Tabla 2. Efectos de LPS combinado con trombina sobre el rendimiento del crecimiento del modelo de estrés oxidativo de pollitos.
3.3 Efecto del LPS combinado con la trombina sobre los índices antioxidantes séricos del modelo de estrés oxidativo de pollitos
La figura 1a muestra la variación en los niveles séricos de MDA durante diferentes intervalos de tiempo de todo el ciclo de prueba. En comparación con el grupo control, el grupo de dosis baja mostró un aumento no significativo en los niveles séricos de MDA (p > 0,05) después de 6 h de administración, mientras que el grupo de dosis alta mostró un aumento significativo en los niveles de MDA (p < 0,05). Después de 12 h de administración, el grupo de dosis baja mostró un aumento significativo en los niveles de MDA (p < 0,05), mientras que los niveles de MDA del grupo de dosis alta continuaron aumentando. Después de 24 h de administración, los niveles de MDA tanto en el grupo de dosis baja como en el de dosis alta permanecieron elevados (p < 0,05). Después de 72 h de administración, los niveles de MDA del grupo de dosis alta volvieron a la normalidad, mientras que los niveles de MDA del grupo de dosis baja permanecieron altos (p < 0,05).

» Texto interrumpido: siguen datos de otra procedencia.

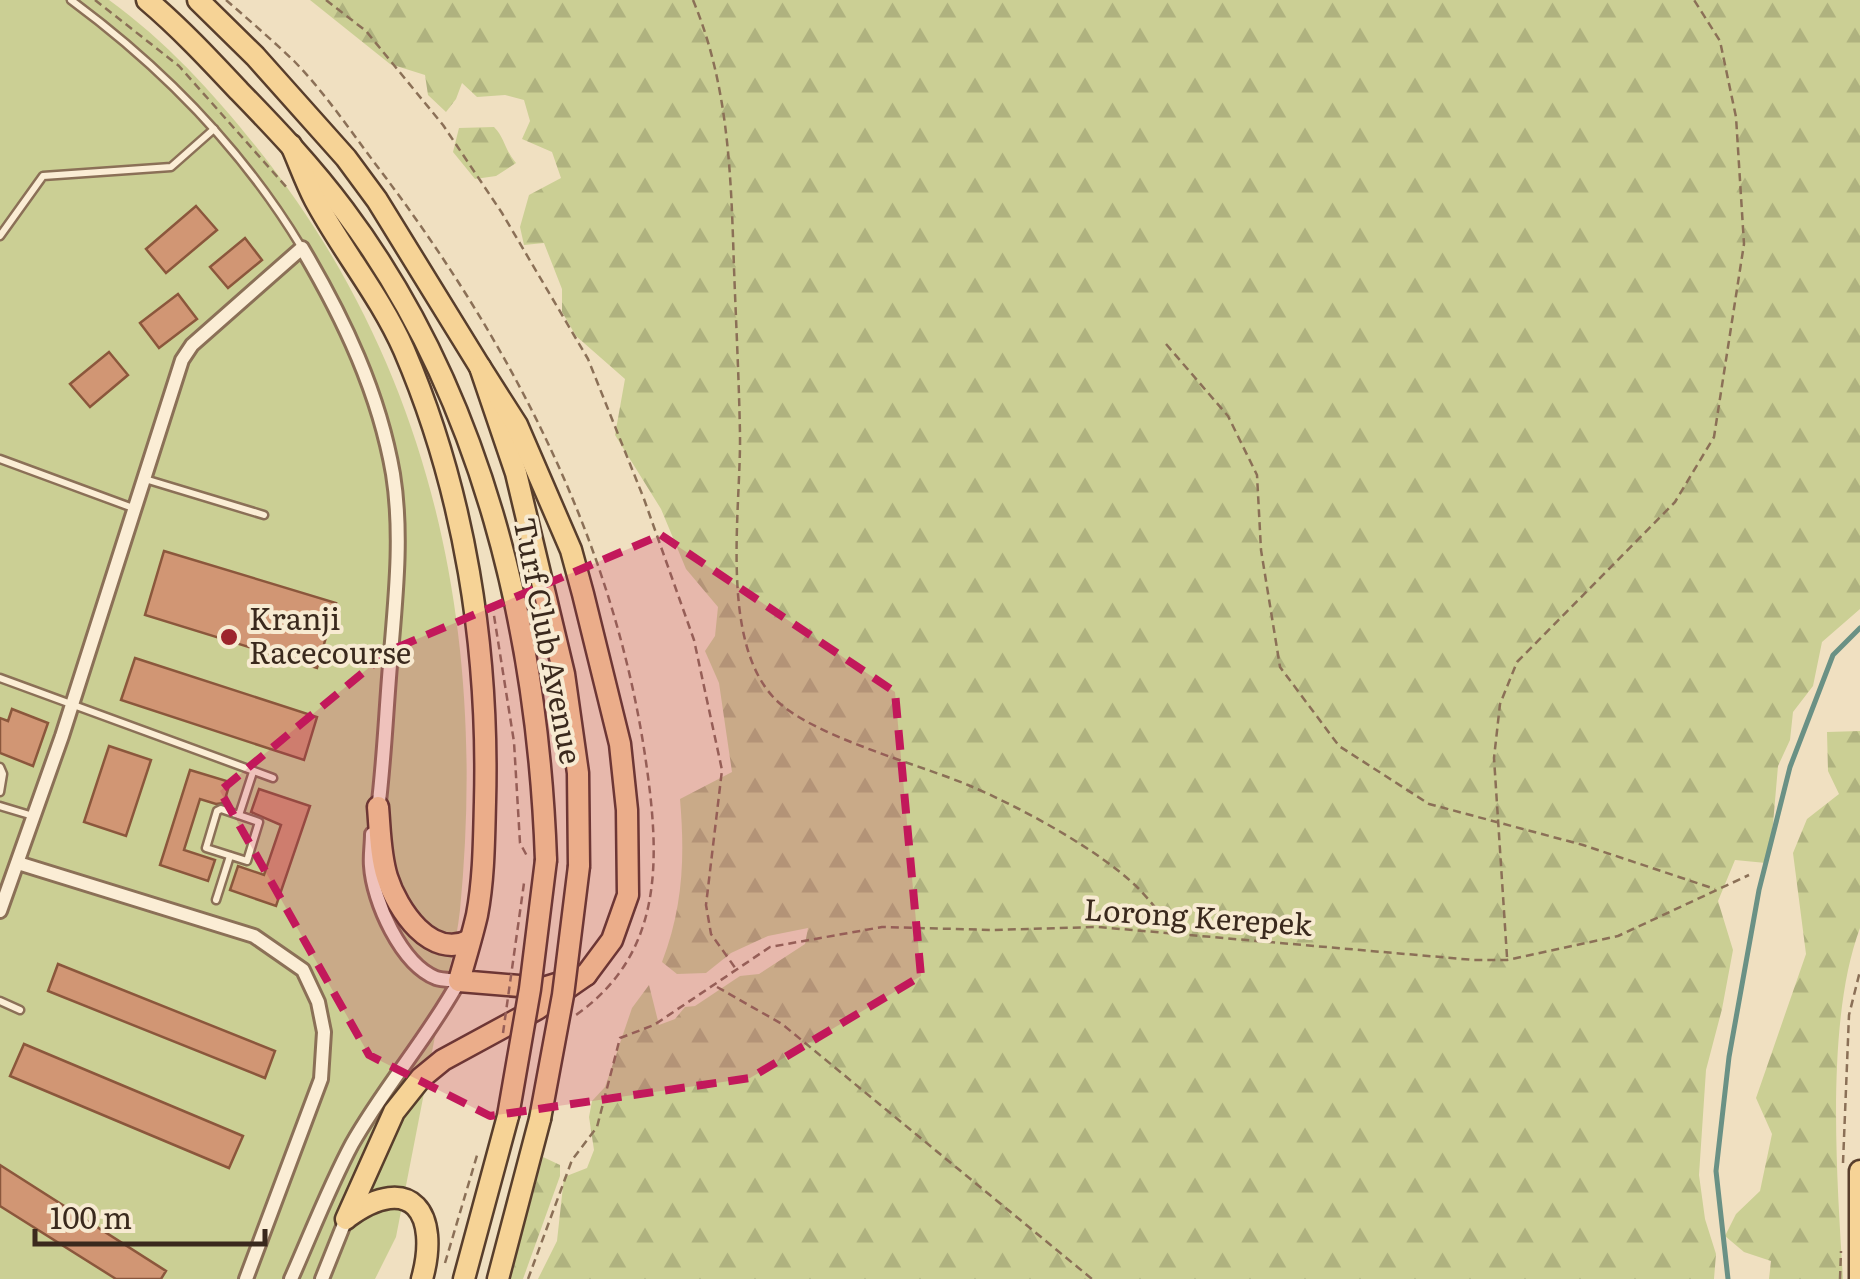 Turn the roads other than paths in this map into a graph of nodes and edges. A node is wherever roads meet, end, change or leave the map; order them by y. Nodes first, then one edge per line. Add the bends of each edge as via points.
1 (71, 0) edge
2 (147, 0) edge
3 (198, 0) edge
4 (214, 130) junction
5 (291, 145) junction
6 (0, 236) edge
7 (302, 248) junction
8 (480, 367) junction
9 (0, 459) edge
10 (144, 478) junction
11 (135, 509) junction
12 (264, 515) dead end
13 (0, 678) edge
14 (72, 706) junction
15 (0, 767) edge
16 (253, 772) junction
17 (273, 778) dead end
18 (0, 792) edge
19 (0, 806) edge
20 (378, 807) junction
21 (239, 815) junction
22 (34, 816) junction
23 (230, 856) junction
24 (18, 864) junction
25 (216, 900) dead end
26 (0, 911) edge
27 (470, 940) junction
28 (586, 975) junction
29 (459, 981) junction
30 (0, 1001) edge
31 (20, 1010) dead end
32 (1851, 1174) edge
33 (346, 1219) junction
34 (246, 1279) edge
35 (291, 1279) edge
36 (322, 1279) edge
37 (422, 1279) edge
38 (464, 1279) edge
39 (498, 1279) edge
40 (1860, 1279) edge

1 - 4 lane via 130,44
2 - 5 main road, Turf Club Avenue
3 - 8 main road, Turf Club Avenue via 346,158
4 - 6 lane via 171,167 43,176
4 - 7 lane
5 - 27 main road via 315,200 404,350 464,544 482,660 486,753 484,849
5 - 38 main road, Turf Club Avenue, bridge via 348,214 447,390 488,493 533,693 543,781 530,988 508,1116
7 - 10 street via 192,345
7 - 20 street via 361,363 393,475 396,597
8 - 28 main road via 518,425 570,550 620,744 628,895 612,940
8 - 39 main road, Turf Club Avenue, bridge via 516,472 564,674 578,773 578,866 563,995 540,1120
9 - 11 lane
10 - 11 street
10 - 12 lane
11 - 14 street
13 - 14 lane
14 - 16 lane
14 - 22 street
15 - 18 lane
16 - 17 lane
16 - 21 lane
19 - 22 lane
20 - 27 main road via 386,877 401,909 420,932 442,944
20 - 29 street via 370,867 390,927 426,972
21 - 23 lane via 260,825 248,860
21 - 23 lane via 218,810 206,846
22 - 24 street
23 - 25 lane
24 - 26 street
24 - 34 street via 254,936 302,970 324,1032 321,1079
27 - 29 main road
28 - 29 main road via 543,988
28 - 33 main road via 421,1078 394,1112
29 - 35 street via 352,1146
30 - 31 lane
32 - 40 main road
33 - 36 street
33 - 37 main road via 378,1199 407,1199 426,1224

Figura 1. Efecto de LPS combinado con trombina sobre los índices antioxidantes séricos del modelo de estrés oxidativo de pollitos en diferentes momentos: (a) contenido de MDA, (b) T-AOC, (c) GSH-PX, (d) SOD.

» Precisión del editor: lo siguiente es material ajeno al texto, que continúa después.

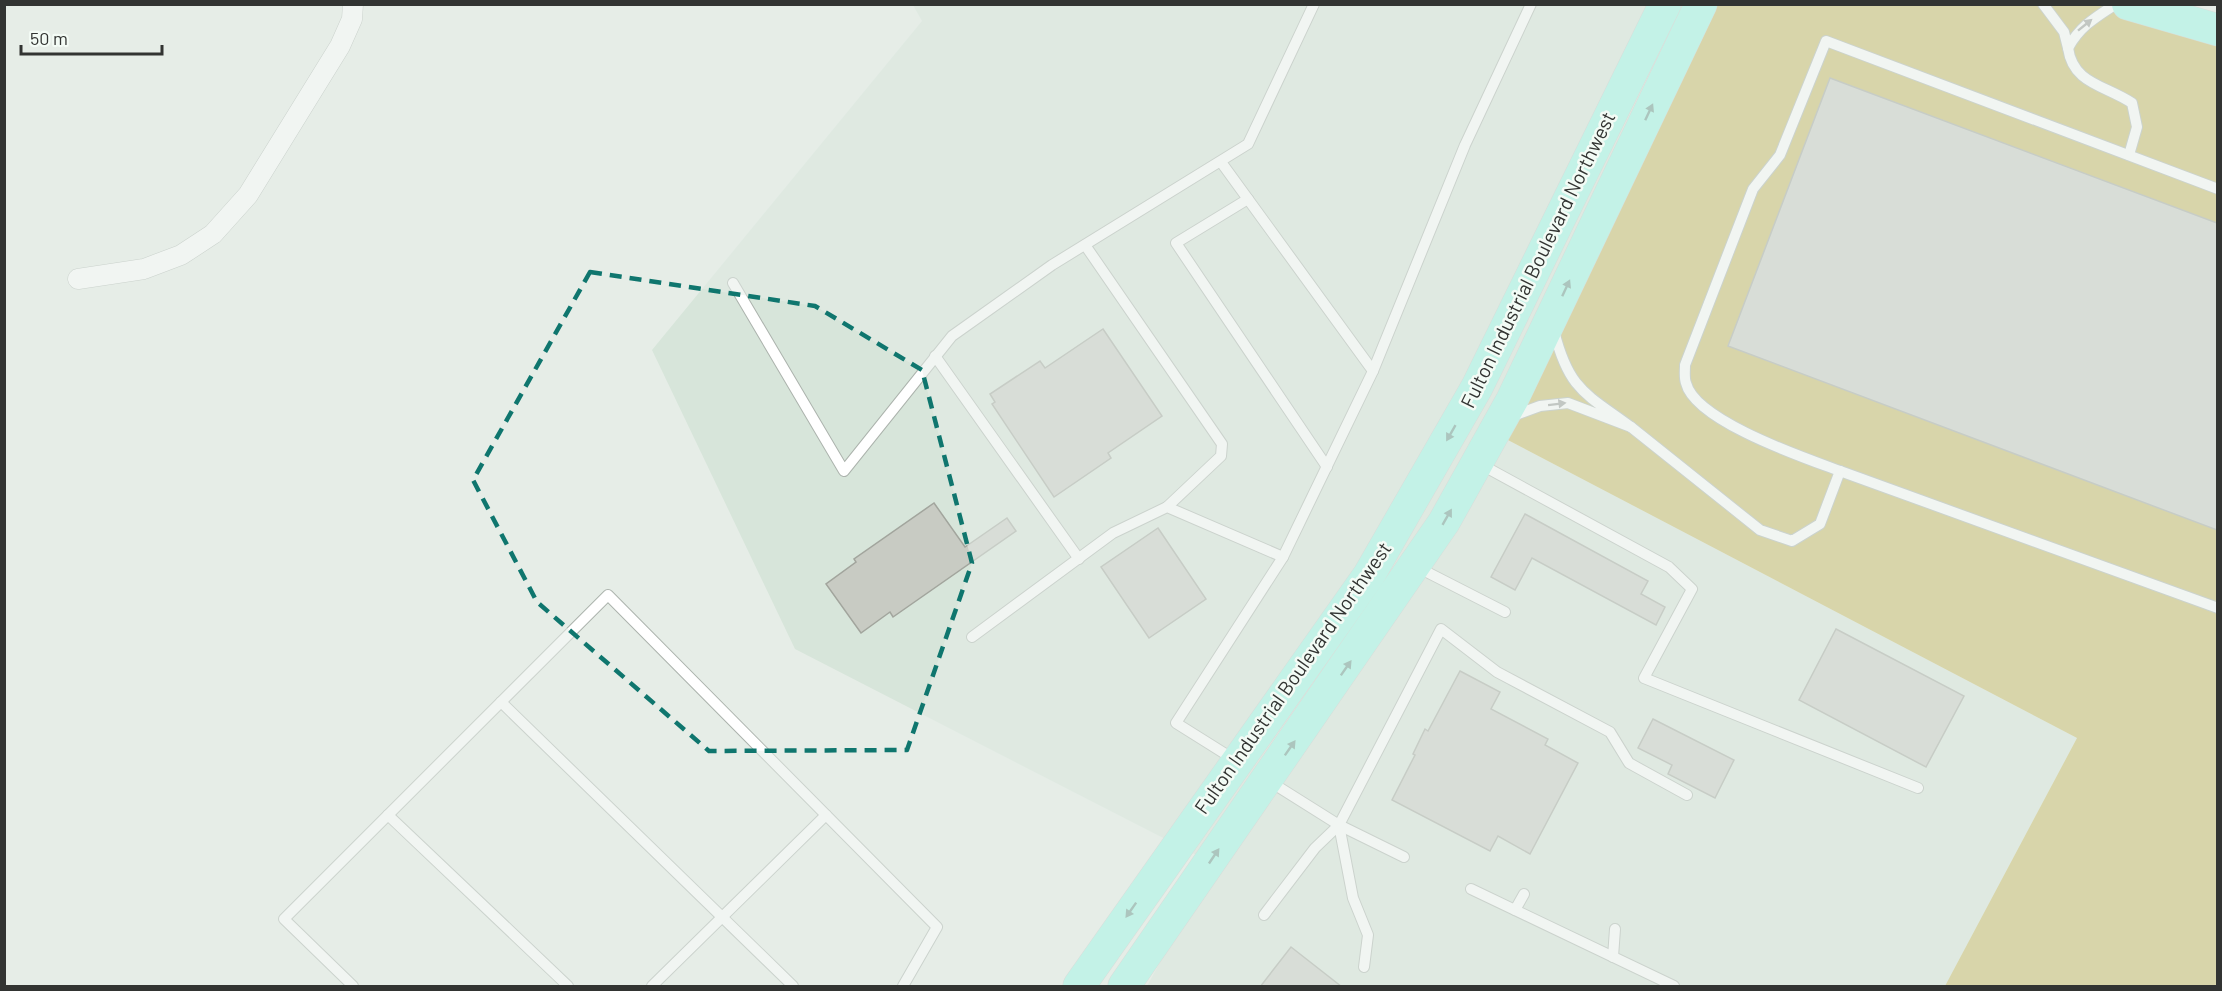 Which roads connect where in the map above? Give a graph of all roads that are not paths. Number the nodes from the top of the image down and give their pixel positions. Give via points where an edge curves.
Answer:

La figura 1b ilustra los cambios en el T-AOC sérico en diferentes puntos de tiempo durante el ciclo de prueba. A las 6 h después de la administración, no hubo diferencia significativa en la T-AOC sérica entre los grupos (p > 0,05). Sin embargo, en comparación con el grupo control, el T-AOC sérico de los grupos de dosis baja y alta disminuyó significativamente 12 h después de la administración (p < 0,05). A las 72 h después de la administración, no hubo diferencia significativa en el T-AOC en el suero del grupo de dosis baja (p > 0,05), mientras que el suero del grupo de dosis alta mostró una diferencia significativa (p < 0,05).
La Figura 1c ilustra la tendencia de cambio de GSH-PX en suero en diferentes períodos de tiempo durante el ciclo de prueba. Después de la administración durante 6-12 h, el contenido de GSH-PX en suero de los grupos de dosis baja y alta disminuyó en comparación con el grupo control (p < 0,05). A las 24 h después de la administración, el contenido de GSH-PX en el suero del grupo de dosis baja fue el más bajo (p < 0,05), mientras que el contenido en el suero del grupo de dosis alta volvió al nivel normal (p > 0,05). Además, después de 72 h a 7 días de administración, el contenido de GSH-PX en suero de los grupos de dosis baja y alta fue significativamente mayor que el del grupo control (p < 0,05).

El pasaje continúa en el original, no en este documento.